Simpson v. White

57 Cal. App. 4th 814, 67 Cal. Rptr. 2d 361, 97 Daily Journal DAR 11843, 97 Cal. Daily Op. Serv. 7364, 1997 Cal. App. LEXIS 723
CourtCalifornia Court of Appeal
DecidedSeptember 11, 1997
DocketD026249
StatusPublished

This text of 57 Cal. App. 4th 814 (Simpson v. White) is published on Counsel Stack Legal Research, covering California Court of Appeal primary law. Counsel Stack provides free access to over 12 million legal documents including statutes, case law, regulations, and constitutions.

Bluebook
Simpson v. White, 57 Cal. App. 4th 814, 67 Cal. Rptr. 2d 361, 97 Daily Journal DAR 11843, 97 Cal. Daily Op. Serv. 7364, 1997 Cal. App. LEXIS 723 (Cal. Ct.
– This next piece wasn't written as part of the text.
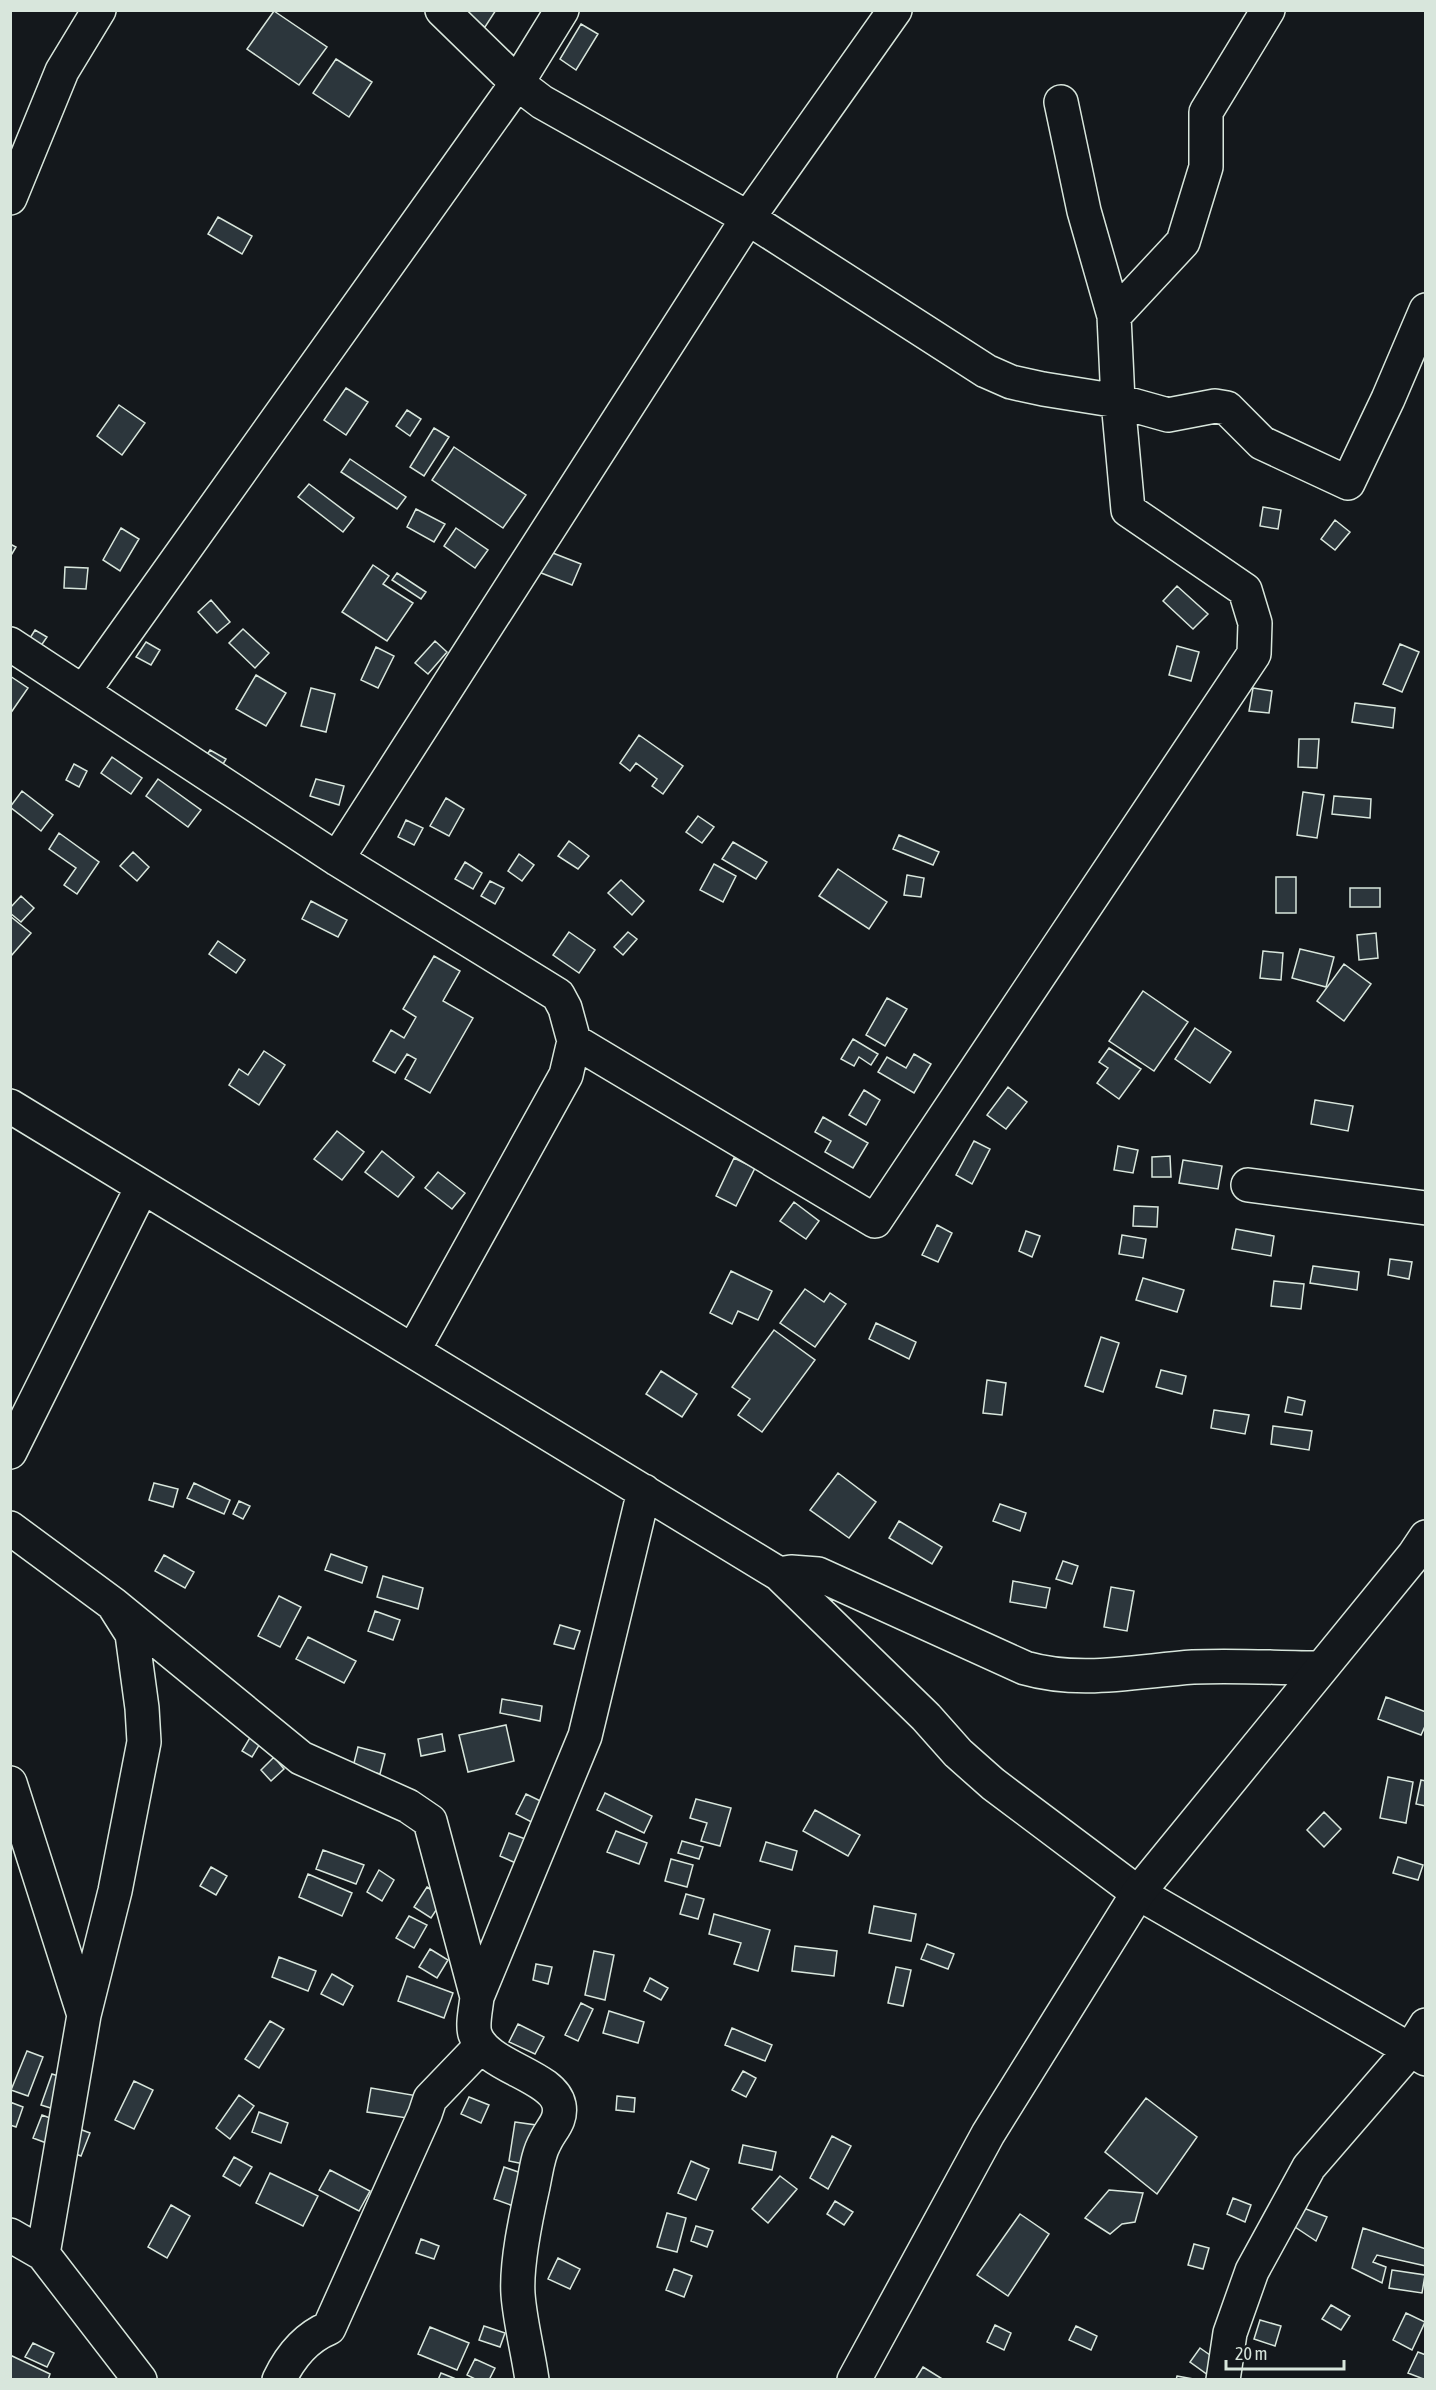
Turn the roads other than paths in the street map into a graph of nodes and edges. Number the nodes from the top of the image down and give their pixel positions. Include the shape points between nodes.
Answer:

App. 1997).

Opinion

Opinion

HALLER, Acting P. J.

The executor of the estate of Harold T. Simpson 1 used estate assets to pay more than $250,000 interest on delinquent estate taxes. The sole issue on appeal is the proper source of funding for this interest payment. Harold’s surviving wife, Verna Mae Simpson, contends, and the trial court agreed, the interest should have been paid from the corpus of Harold’s residuary estate. Harold’s daughter from a former marriage, Sally Ann White, contends the interest should have been paid from income earned on estate assets during the probate period. Viewing the terms of Harold’s will and the applicable statutes (Prob. Code, 2 § 20100 et seq.), we conclude the court properly held the interest on delinquent taxes should be paid from the corpus of the residuary estate. Verna, as the income beneficiary of the testamentary trust funded by that corpus, was therefore entitled to the income from the assets earned during probate without reduction for the payment of delinquent tax interest. Accordingly, we affirm.

Factual and Procedural Background

Harold died on November 1, 1987, leaving an estate of approximately $6.3 million. He was survived by Verna, Sally, and several grandchildren.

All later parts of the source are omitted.